Then came some worse news. One of the salesmen told me, "It's too late for you to buy. The prices have all boomed and there's only one way they'll go - up."
He was adamant. I could never afford my own home. "You are part of a new generation of Australians, mate. Doomed to rent forever."
"Rubbish," I said.
"Oh, really, well, tell me. How are you gunna do it?" he shot back.
"The prices will come down," I said, a lot more confidently than I perhaps felt.
"You're dreaming, mate."
"Well, you tell me," I asked, "How can prices keep going up if people like me can't afford to buy? If there are no buyers, prices must come down, surely? Or my wages must catch up so that I can pay the house prices."
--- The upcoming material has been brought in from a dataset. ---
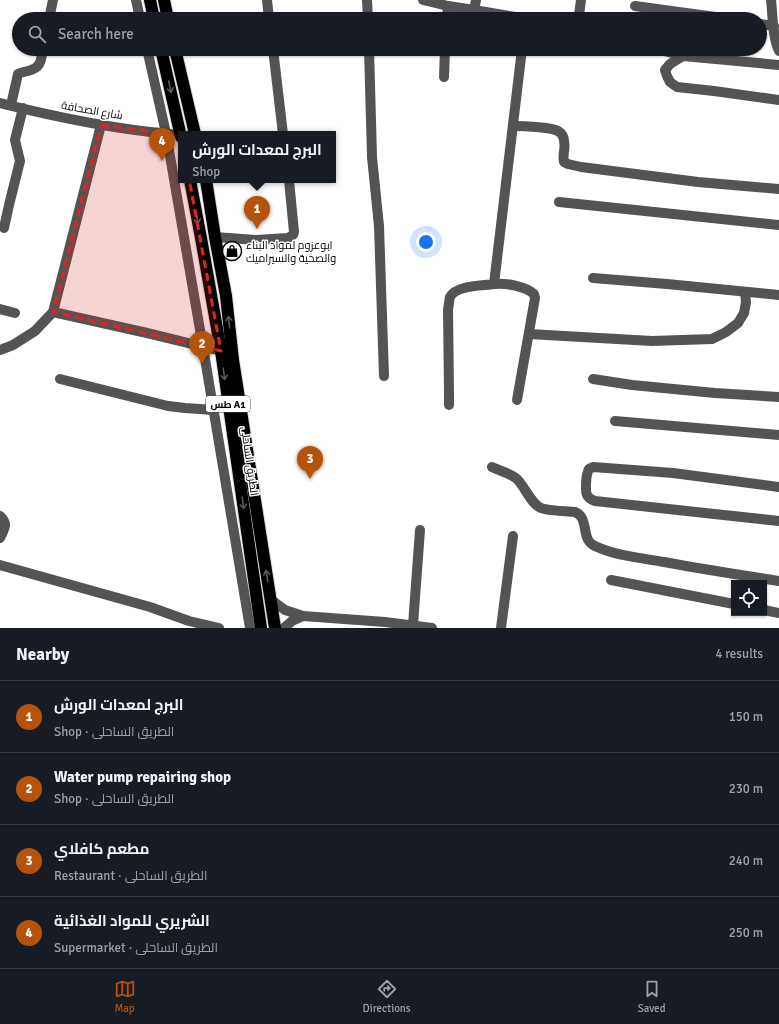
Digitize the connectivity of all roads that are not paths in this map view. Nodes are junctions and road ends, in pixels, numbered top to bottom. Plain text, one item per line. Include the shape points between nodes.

"That's the trouble with you young people today," he said. "You think the world revolves around you. It doesn't. We don't need you to buy real estate, mate. We've got investors. And they know real estate will never come down. It's because they're not making any more of it, mate."
And with that little lecture he strode out into the Queensland sunshine, probably to sell more real estate to more gung-ho investors who believed the boom would never end.
But that boom did end. The credit crunch came, property companies collapsed and prices plummeted. That salesman lost his job and a heap of his investors went broke. That's how it should have been. Greed and hubris got them all. It always does.
In 1976, I bought my first home, a little one-bedroom unit. I was happy.
You see, what that old salesman had told me hadn't made sense. How could young people be 'locked out' of the housing market just because investors wanted to make plenty of profit?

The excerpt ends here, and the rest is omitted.